* **What is being asked**: Could the data below be printed out exactly, with the pictures left out?

*** Dataset extract ***

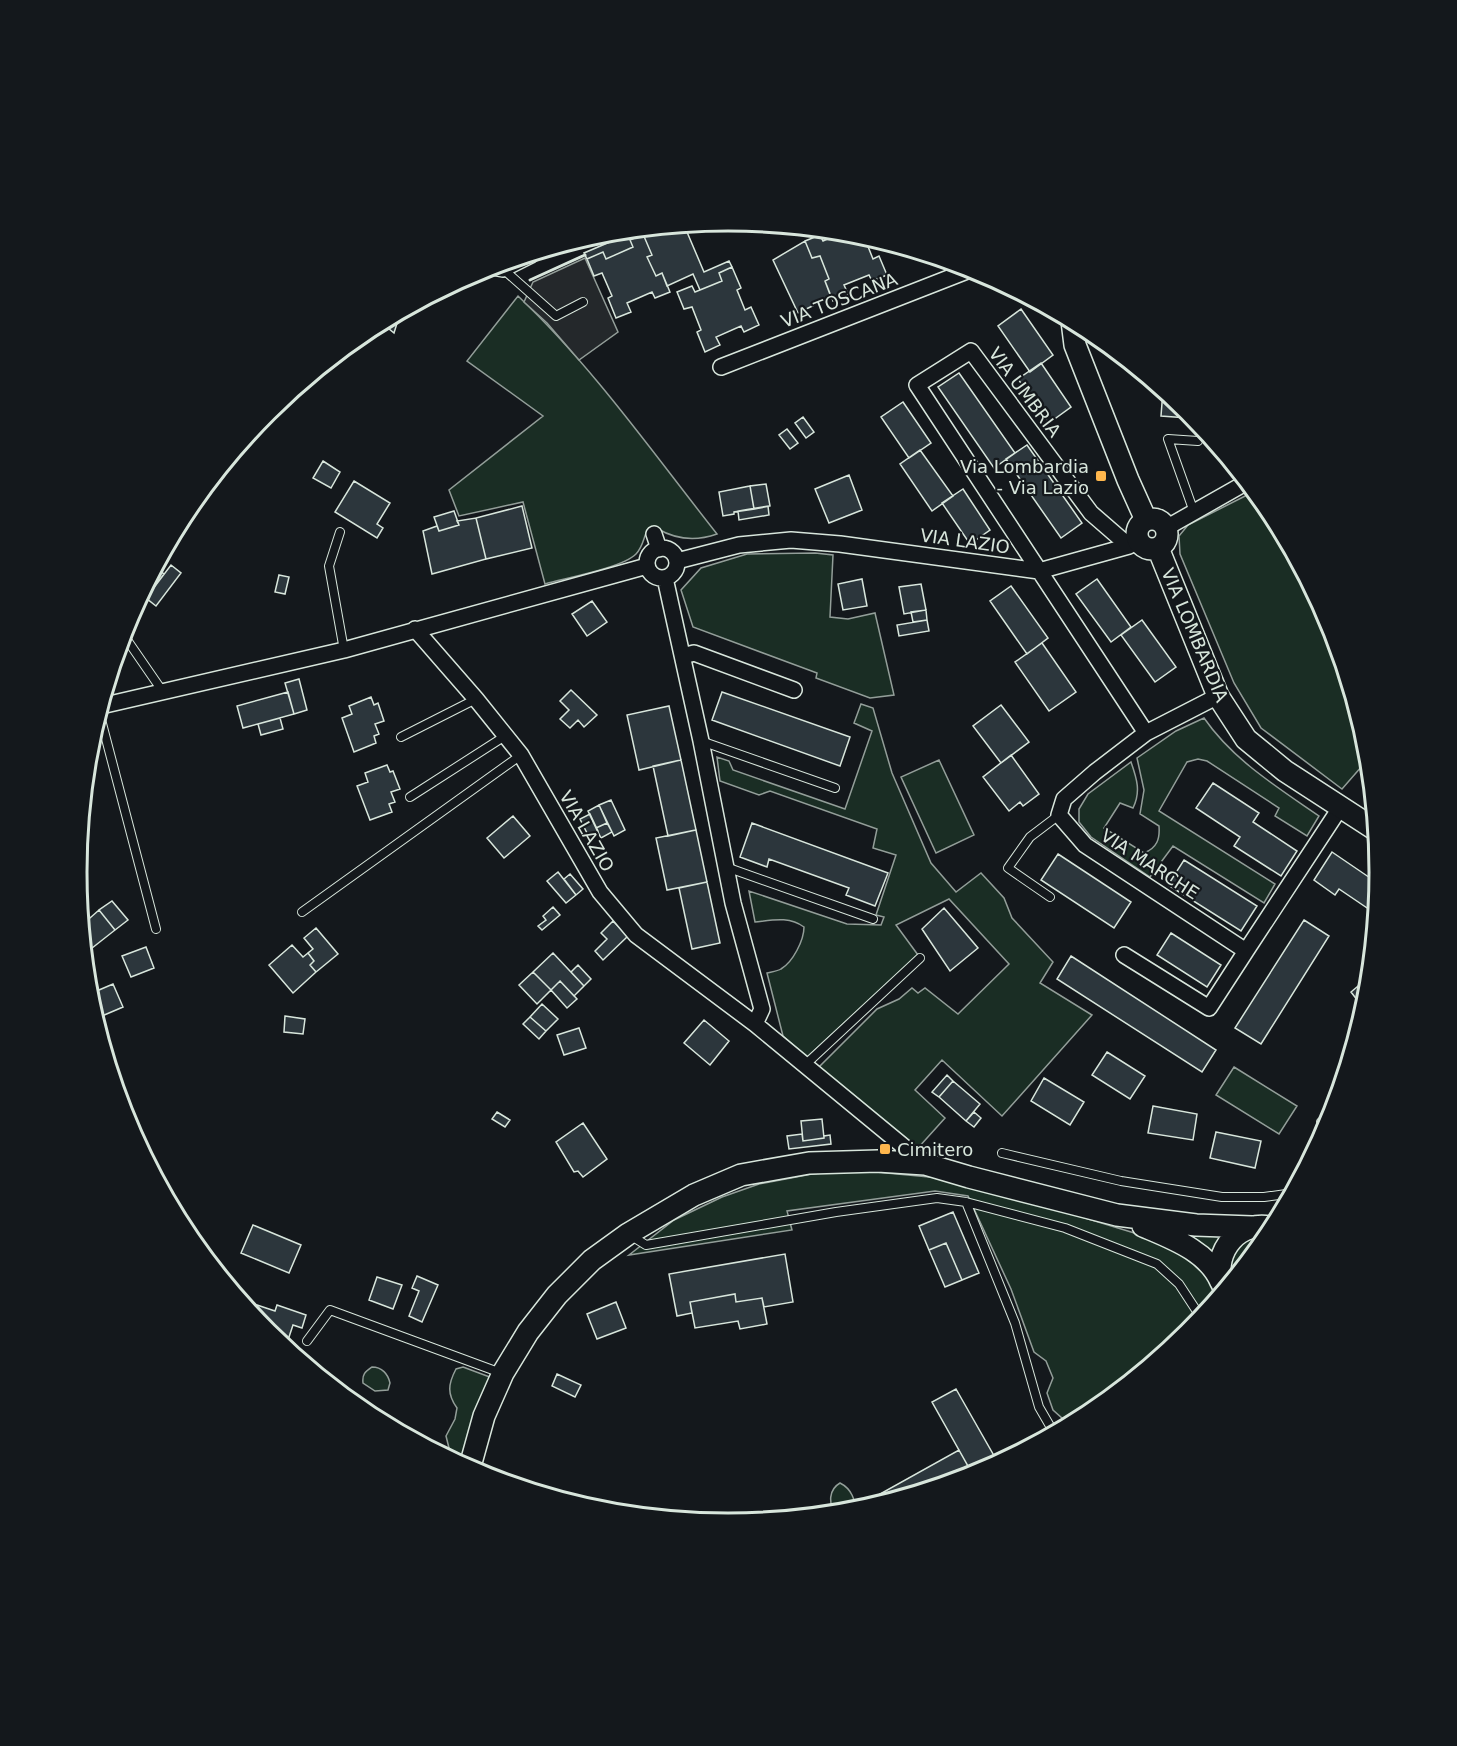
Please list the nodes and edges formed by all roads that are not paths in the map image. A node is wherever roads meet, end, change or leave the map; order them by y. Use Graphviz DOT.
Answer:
graph roads {
  1 [pos="503,273"];
  2 [pos="958,274"];
  3 [pos="583,302"];
  4 [pos="1067,329"];
  5 [pos="1073,333"];
  6 [pos="1075,345"];
  7 [pos="721,367"];
  8 [pos="1198,441"];
  9 [pos="1240,486"];
  10 [pos="1194,512"];
  11 [pos="1146,520"];
  12 [pos="1166,528"];
  13 [pos="340,532"];
  14 [pos="1133,543"];
  15 [pos="1158,548"];
  16 [pos="677,561"];
  17 [pos="647,566"];
  18 [pos="1039,571"];
  19 [pos="665,578"];
  20 [pos="415,629"];
  21 [pos="130,644"];
  22 [pos="344,650"];
  23 [pos="683,656"];
  24 [pos="794,690"];
  25 [pos="164,693"];
  26 [pos="1218,696"];
  27 [pos="476,699"];
  28 [pos="110,704"];
  29 [pos="104,729"];
  30 [pos="1146,733"];
  31 [pos="505,736"];
  32 [pos="401,737"];
  33 [pos="701,741"];
  34 [pos="521,755"];
  35 [pos="835,788"];
  36 [pos="410,797"];
  37 [pos="1340,808"];
  38 [pos="1059,815"];
  39 [pos="1368,825"];
  40 [pos="726,867"];
  41 [pos="1050,897"];
  42 [pos="302,912"];
  43 [pos="873,919"];
  44 [pos="156,929"];
  45 [pos="1246,951"];
  46 [pos="1124,955"];
  47 [pos="920,958"];
  48 [pos="754,1024"];
  49 [pos="805,1065"];
  50 [pos="1002,1153"];
  51 [pos="925,1164"];
  52 [pos="1284,1194"];
  53 [pos="966,1202"];
  54 [pos="1117,1215"];
  55 [pos="1264,1226"];
  56 [pos="1263,1227"];
  57 [pos="628,1234"];
  58 [pos="1222,1282"];
  59 [pos="1222,1283"];
  60 [pos="1197,1311"];
  61 [pos="306,1341"];
  62 [pos="503,1373"];
  63 [pos="1052,1427"];
  64 [pos="472,1461"];
  1 -- 3 [label="lane"];
  2 -- 7 [label="street, VIA TOSCANA"];
  4 -- 6 [label="street"];
  5 -- 6 [label="main road"];
  6 -- 11 [label="main road"];
  8 -- 10 [label="lane"];
  9 -- 10 [label="street"];
  10 -- 12 [label="street"];
  11 -- 12 [label="main road"];
  11 -- 14 [label="main road"];
  12 -- 15 [label="main road"];
  13 -- 22 [label="lane"];
  14 -- 15 [label="main road"];
  14 -- 18 [label="street, VIA LAZIO"];
  14 -- 18 [label="street, VIA UMBRIA"];
  15 -- 26 [label="main road, VIA LOMBARDIA"];
  16 -- 17 [label="street"];
  16 -- 18 [label="street, VIA LAZIO"];
  16 -- 19 [label="street"];
  17 -- 19 [label="street"];
  17 -- 20 [label="street"];
  18 -- 30 [label="street, VIA UMBRIA"];
  19 -- 23 [label="street"];
  20 -- 22 [label="street"];
  20 -- 27 [label="street, VIA LAZIO"];
  21 -- 25 [label="lane"];
  22 -- 25 [label="street"];
  23 -- 24 [label="street"];
  23 -- 33 [label="street"];
  25 -- 28 [label="street"];
  26 -- 30 [label="street"];
  26 -- 37 [label="main road, VIA LOMBARDIA"];
  27 -- 31 [label="street, VIA LAZIO"];
  27 -- 32 [label="lane"];
  29 -- 44 [label="lane"];
  30 -- 38 [label="street"];
  31 -- 34 [label="street, VIA LAZIO"];
  31 -- 36 [label="lane"];
  33 -- 35 [label="lane"];
  33 -- 40 [label="street"];
  34 -- 42 [label="lane"];
  34 -- 48 [label="street, VIA LAZIO"];
  37 -- 39 [label="main road, VIA LOMBARDIA"];
  37 -- 45 [label="street"];
  38 -- 41 [label="lane"];
  38 -- 45 [label="street, VIA MARCHE"];
  40 -- 43 [label="lane"];
  40 -- 48 [label="street"];
  45 -- 46 [label="street"];
  47 -- 49 [label="lane"];
  48 -- 49 [label="street, VIA LAZIO"];
  49 -- 51 [label="street, VIA LAZIO"];
  50 -- 52 [label="lane"];
  51 -- 54 [label="main road"];
  51 -- 57 [label="main road"];
  53 -- 57 [label="lane"];
  53 -- 60 [label="lane"];
  53 -- 63 [label="lane"];
  54 -- 55 [label="main road"];
  54 -- 59 [label="main road"];
  56 -- 58 [label="main road"];
  57 -- 62 [label="main road"];
  61 -- 62 [label="lane"];
  62 -- 64 [label="main road"];
}
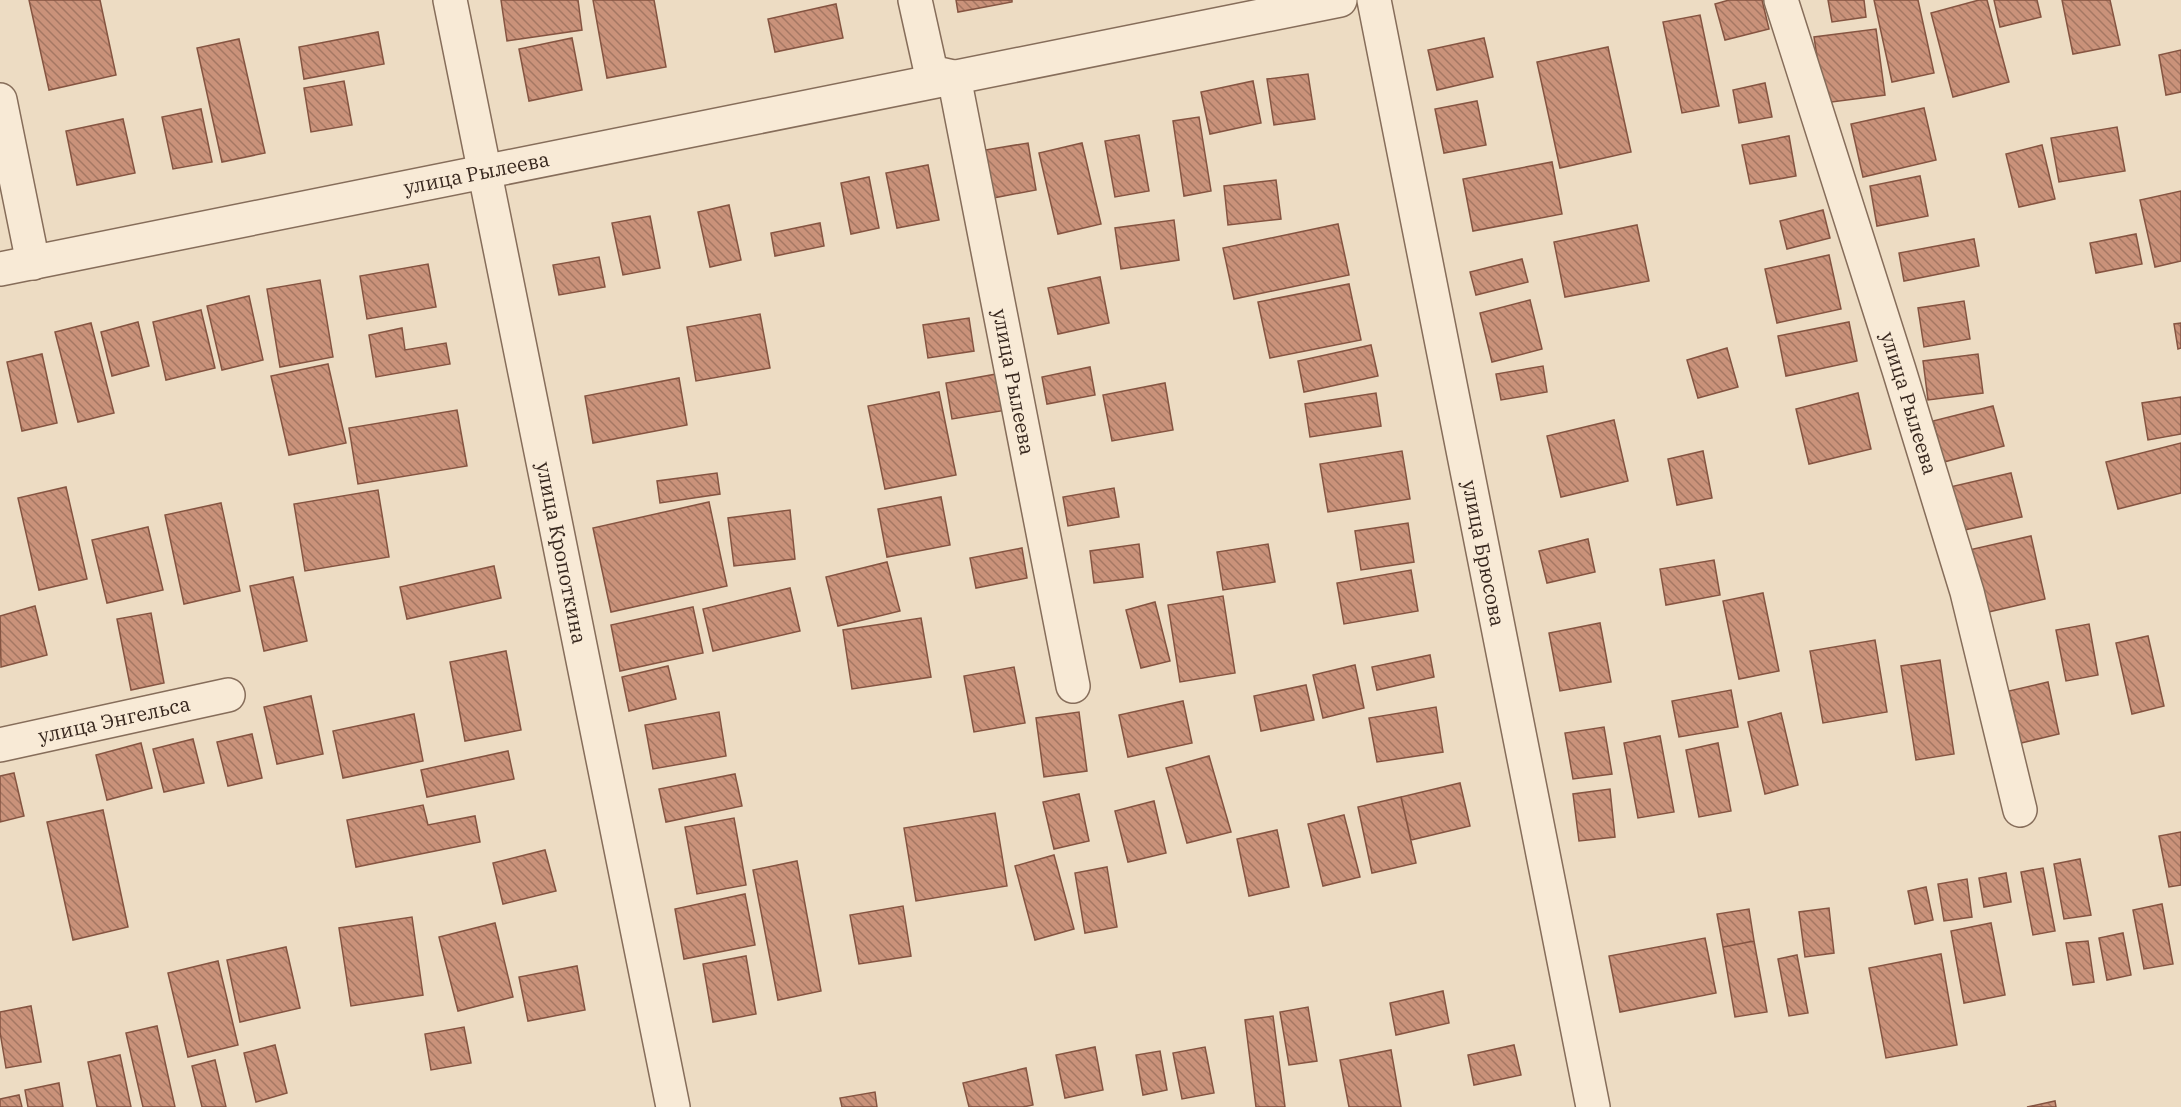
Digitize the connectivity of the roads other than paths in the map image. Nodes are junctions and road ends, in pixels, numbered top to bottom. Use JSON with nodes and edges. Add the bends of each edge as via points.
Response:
{"nodes":[{"id":1,"x":450,"y":0,"type":"edge"},
{"id":2,"x":915,"y":0,"type":"edge"},
{"id":3,"x":1340,"y":0,"type":"edge"},
{"id":4,"x":1374,"y":0,"type":"edge"},
{"id":5,"x":1781,"y":0,"type":"edge"},
{"id":6,"x":954,"y":77,"type":"junction"},
{"id":7,"x":0,"y":100,"type":"edge"},
{"id":8,"x":484,"y":172,"type":"junction"},
{"id":9,"x":33,"y":262,"type":"junction"},
{"id":10,"x":0,"y":269,"type":"edge"},
{"id":11,"x":1073,"y":686,"type":"dead end"},
{"id":12,"x":228,"y":695,"type":"dead end"},
{"id":13,"x":0,"y":745,"type":"edge"},
{"id":14,"x":2020,"y":810,"type":"dead end"},
{"id":15,"x":673,"y":1107,"type":"edge"},
{"id":16,"x":1593,"y":1107,"type":"edge"}],
"edges":[{"from":1,"to":8,"type":"street","name":"улица Кропоткина"},
{"from":2,"to":6,"type":"street","via":[[931,72]]},
{"from":3,"to":6,"type":"street","name":"улица Рылеева"},
{"from":4,"to":16,"type":"street","name":"улица Брюсова"},
{"from":5,"to":14,"type":"street","name":"улица Рылеева","via":[[1967,592]]},
{"from":6,"to":8,"type":"street","name":"улица Рылеева"},
{"from":6,"to":11,"type":"street","name":"улица Рылеева"},
{"from":7,"to":9,"type":"street"},
{"from":8,"to":9,"type":"street","name":"улица Рылеева"},
{"from":8,"to":15,"type":"street","name":"улица Кропоткина"},
{"from":9,"to":10,"type":"street","name":"улица Рылеева"},
{"from":12,"to":13,"type":"street","name":"улица Энгельса"}]}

***

* **Exercise result**:
Please list the nodes and edges formed by all roads that are not paths in the map image. A node is wherever roads meet, end, change or leave the map; order them by y. Use Graphviz DOT.
Answer:
graph roads {
  1 [pos="503,273"];
  2 [pos="958,274"];
  3 [pos="583,302"];
  4 [pos="1067,329"];
  5 [pos="1073,333"];
  6 [pos="1075,345"];
  7 [pos="721,367"];
  8 [pos="1198,441"];
  9 [pos="1240,486"];
  10 [pos="1194,512"];
  11 [pos="1146,520"];
  12 [pos="1166,528"];
  13 [pos="340,532"];
  14 [pos="1133,543"];
  15 [pos="1158,548"];
  16 [pos="677,561"];
  17 [pos="647,566"];
  18 [pos="1039,571"];
  19 [pos="665,578"];
  20 [pos="415,629"];
  21 [pos="130,644"];
  22 [pos="344,650"];
  23 [pos="683,656"];
  24 [pos="794,690"];
  25 [pos="164,693"];
  26 [pos="1218,696"];
  27 [pos="476,699"];
  28 [pos="110,704"];
  29 [pos="104,729"];
  30 [pos="1146,733"];
  31 [pos="505,736"];
  32 [pos="401,737"];
  33 [pos="701,741"];
  34 [pos="521,755"];
  35 [pos="835,788"];
  36 [pos="410,797"];
  37 [pos="1340,808"];
  38 [pos="1059,815"];
  39 [pos="1368,825"];
  40 [pos="726,867"];
  41 [pos="1050,897"];
  42 [pos="302,912"];
  43 [pos="873,919"];
  44 [pos="156,929"];
  45 [pos="1246,951"];
  46 [pos="1124,955"];
  47 [pos="920,958"];
  48 [pos="754,1024"];
  49 [pos="805,1065"];
  50 [pos="1002,1153"];
  51 [pos="925,1164"];
  52 [pos="1284,1194"];
  53 [pos="966,1202"];
  54 [pos="1117,1215"];
  55 [pos="1264,1226"];
  56 [pos="1263,1227"];
  57 [pos="628,1234"];
  58 [pos="1222,1282"];
  59 [pos="1222,1283"];
  60 [pos="1197,1311"];
  61 [pos="306,1341"];
  62 [pos="503,1373"];
  63 [pos="1052,1427"];
  64 [pos="472,1461"];
  1 -- 3 [label="lane"];
  2 -- 7 [label="street, VIA TOSCANA"];
  4 -- 6 [label="street"];
  5 -- 6 [label="main road"];
  6 -- 11 [label="main road"];
  8 -- 10 [label="lane"];
  9 -- 10 [label="street"];
  10 -- 12 [label="street"];
  11 -- 12 [label="main road"];
  11 -- 14 [label="main road"];
  12 -- 15 [label="main road"];
  13 -- 22 [label="lane"];
  14 -- 15 [label="main road"];
  14 -- 18 [label="street, VIA LAZIO"];
  14 -- 18 [label="street, VIA UMBRIA"];
  15 -- 26 [label="main road, VIA LOMBARDIA"];
  16 -- 17 [label="street"];
  16 -- 18 [label="street, VIA LAZIO"];
  16 -- 19 [label="street"];
  17 -- 19 [label="street"];
  17 -- 20 [label="street"];
  18 -- 30 [label="street, VIA UMBRIA"];
  19 -- 23 [label="street"];
  20 -- 22 [label="street"];
  20 -- 27 [label="street, VIA LAZIO"];
  21 -- 25 [label="lane"];
  22 -- 25 [label="street"];
  23 -- 24 [label="street"];
  23 -- 33 [label="street"];
  25 -- 28 [label="street"];
  26 -- 30 [label="street"];
  26 -- 37 [label="main road, VIA LOMBARDIA"];
  27 -- 31 [label="street, VIA LAZIO"];
  27 -- 32 [label="lane"];
  29 -- 44 [label="lane"];
  30 -- 38 [label="street"];
  31 -- 34 [label="street, VIA LAZIO"];
  31 -- 36 [label="lane"];
  33 -- 35 [label="lane"];
  33 -- 40 [label="street"];
  34 -- 42 [label="lane"];
  34 -- 48 [label="street, VIA LAZIO"];
  37 -- 39 [label="main road, VIA LOMBARDIA"];
  37 -- 45 [label="street"];
  38 -- 41 [label="lane"];
  38 -- 45 [label="street, VIA MARCHE"];
  40 -- 43 [label="lane"];
  40 -- 48 [label="street"];
  45 -- 46 [label="street"];
  47 -- 49 [label="lane"];
  48 -- 49 [label="street, VIA LAZIO"];
  49 -- 51 [label="street, VIA LAZIO"];
  50 -- 52 [label="lane"];
  51 -- 54 [label="main road"];
  51 -- 57 [label="main road"];
  53 -- 57 [label="lane"];
  53 -- 60 [label="lane"];
  53 -- 63 [label="lane"];
  54 -- 55 [label="main road"];
  54 -- 59 [label="main road"];
  56 -- 58 [label="main road"];
  57 -- 62 [label="main road"];
  61 -- 62 [label="lane"];
  62 -- 64 [label="main road"];
}
Digitize the connectivity of the roads other than paths in the map image. Nodes are junctions and road ends, in pixels, numbered top to bottom. Use JSON with nodes and edges. Add the bends of each edge as via points.
Response:
{"nodes":[{"id":1,"x":450,"y":0,"type":"edge"},
{"id":2,"x":915,"y":0,"type":"edge"},
{"id":3,"x":1340,"y":0,"type":"edge"},
{"id":4,"x":1374,"y":0,"type":"edge"},
{"id":5,"x":1781,"y":0,"type":"edge"},
{"id":6,"x":954,"y":77,"type":"junction"},
{"id":7,"x":0,"y":100,"type":"edge"},
{"id":8,"x":484,"y":172,"type":"junction"},
{"id":9,"x":33,"y":262,"type":"junction"},
{"id":10,"x":0,"y":269,"type":"edge"},
{"id":11,"x":1073,"y":686,"type":"dead end"},
{"id":12,"x":228,"y":695,"type":"dead end"},
{"id":13,"x":0,"y":745,"type":"edge"},
{"id":14,"x":2020,"y":810,"type":"dead end"},
{"id":15,"x":673,"y":1107,"type":"edge"},
{"id":16,"x":1593,"y":1107,"type":"edge"}],
"edges":[{"from":1,"to":8,"type":"street","name":"улица Кропоткина"},
{"from":2,"to":6,"type":"street","via":[[931,72]]},
{"from":3,"to":6,"type":"street","name":"улица Рылеева"},
{"from":4,"to":16,"type":"street","name":"улица Брюсова"},
{"from":5,"to":14,"type":"street","name":"улица Рылеева","via":[[1967,592]]},
{"from":6,"to":8,"type":"street","name":"улица Рылеева"},
{"from":6,"to":11,"type":"street","name":"улица Рылеева"},
{"from":7,"to":9,"type":"street"},
{"from":8,"to":9,"type":"street","name":"улица Рылеева"},
{"from":8,"to":15,"type":"street","name":"улица Кропоткина"},
{"from":9,"to":10,"type":"street","name":"улица Рылеева"},
{"from":12,"to":13,"type":"street","name":"улица Энгельса"}]}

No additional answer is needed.